Logging Helps Rats Invade

New research, led by Imperial College London, has identified that logging makes rainforests more attractive to black rats.

Black Rat Image: CSIRO [CC BY 3.0 (http://creativecommons.org/licenses/by/3.0)], via Wikimedia Commons

The logging of tropical rainforests is threatening many species, by removing and disrupting their habitat. A new study, published in Biotropica, has highlighted an additional problem for forest inhabitants caused by logging. By creating the habitat conditions they prefer, it encourages black rats to invade and potentially displace native animals.

Black rats have invaded many countries throughout the world since the 1600s, largely due to hitching a ride on European ships. Their invasions have spread disease and been a factor in the extinction of some bird species. But, although they are widespread, they have generally avoided mature forests. This is due to little low-level cover amongst the large trees, and a forest floor that is covered in leaves, noisy enough to alert predators to a rat’s presence.

The new research, led by Imperial College London, has identified that logging makes rainforests more attractive to black rats. Logged forests have a denser undergrowth – providing cover for the rats – and also more fallen wood in which the insects that rats feed on live. These are factors that are good for many small mammals, but it seems that black rats favour them more strongly than native species.

The study was carried out on the island of Borneo, where black rats have been present for decades. They had largely stayed around urban areas but have recently started to enter the margins of rainforests, encroaching on the habitat of native small mammals. The researchers studied how the rats were travelling through forest habitats, compared to the movements of three native species. They caught them in a trap and attached a spool of thin cotton to their backs with a safe, dissolvable glue, and attached the other end of the cotton to the trap site. Upon their release, the cotton reeled out behind the animals, enabling the researchers to follow their exact trails.

This revealed that, of all four species, the black rats had the strongest preference for the disturbed habitats associated with logging. The logging is facilitating their movements into the rainforest, with implications for native wildlife. The study describes this as a synergistic effect, whereby forest disturbance directly threatens biodiversity and indirectly increases the threat posed by invasive species, creating habitat conditions that facilitate the establishment of non-native animals.

“Logging creates micro-environments that black rats love, helping them move in,” said study co-author Dr Rob Ewers from the Department of Life Sciences at Imperial. “This could be bad news for native mammals who might not be able to compete with black rats for food and resources. It’s also bad for the forest, as many small mammals are important seed dispersers, helping rainforest plants to grow, and they are also prey for larger animals.”

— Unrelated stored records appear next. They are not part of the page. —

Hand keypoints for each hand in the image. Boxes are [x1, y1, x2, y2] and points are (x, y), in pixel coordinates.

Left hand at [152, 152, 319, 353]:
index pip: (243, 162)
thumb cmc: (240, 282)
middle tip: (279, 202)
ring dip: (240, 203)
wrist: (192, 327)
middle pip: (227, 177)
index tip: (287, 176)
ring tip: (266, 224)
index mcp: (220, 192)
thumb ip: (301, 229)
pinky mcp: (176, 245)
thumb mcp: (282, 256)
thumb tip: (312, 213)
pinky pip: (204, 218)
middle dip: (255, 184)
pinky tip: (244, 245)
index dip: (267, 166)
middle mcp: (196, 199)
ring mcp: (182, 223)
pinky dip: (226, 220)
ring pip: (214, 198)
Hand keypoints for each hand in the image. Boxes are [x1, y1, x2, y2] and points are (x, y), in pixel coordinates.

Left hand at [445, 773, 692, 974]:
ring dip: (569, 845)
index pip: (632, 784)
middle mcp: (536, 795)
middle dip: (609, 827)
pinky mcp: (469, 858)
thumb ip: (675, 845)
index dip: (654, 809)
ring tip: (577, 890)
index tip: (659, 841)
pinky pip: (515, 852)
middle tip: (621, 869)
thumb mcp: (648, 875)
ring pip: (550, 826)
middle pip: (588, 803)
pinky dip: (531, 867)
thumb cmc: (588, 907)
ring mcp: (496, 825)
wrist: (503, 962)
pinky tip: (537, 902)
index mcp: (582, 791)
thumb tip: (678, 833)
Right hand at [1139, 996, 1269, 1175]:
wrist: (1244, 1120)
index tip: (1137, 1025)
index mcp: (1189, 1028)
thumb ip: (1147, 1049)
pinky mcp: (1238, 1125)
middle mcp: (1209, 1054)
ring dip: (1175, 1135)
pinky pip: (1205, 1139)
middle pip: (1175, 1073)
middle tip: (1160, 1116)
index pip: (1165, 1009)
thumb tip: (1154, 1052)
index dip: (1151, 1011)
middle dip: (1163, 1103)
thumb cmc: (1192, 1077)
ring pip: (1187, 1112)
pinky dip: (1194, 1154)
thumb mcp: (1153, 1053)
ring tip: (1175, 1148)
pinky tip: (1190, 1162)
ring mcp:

However, Dr Ewers says there are steps we can take to minimise the impact of logging. “This study sends a strong message for reducing the impact of logging by minimising the damage to forest structure. For example, trees being felled often pull down neighbouring trees, leaving behind lots of deadwood that is perfect for black rats. Clearing vines that connect trees and accurately aiming where felled trees will land would reduce this debris.”

Further research will be conducted to determine how rapidly populations of black rats are growing, and what the impacts of their invasion will be.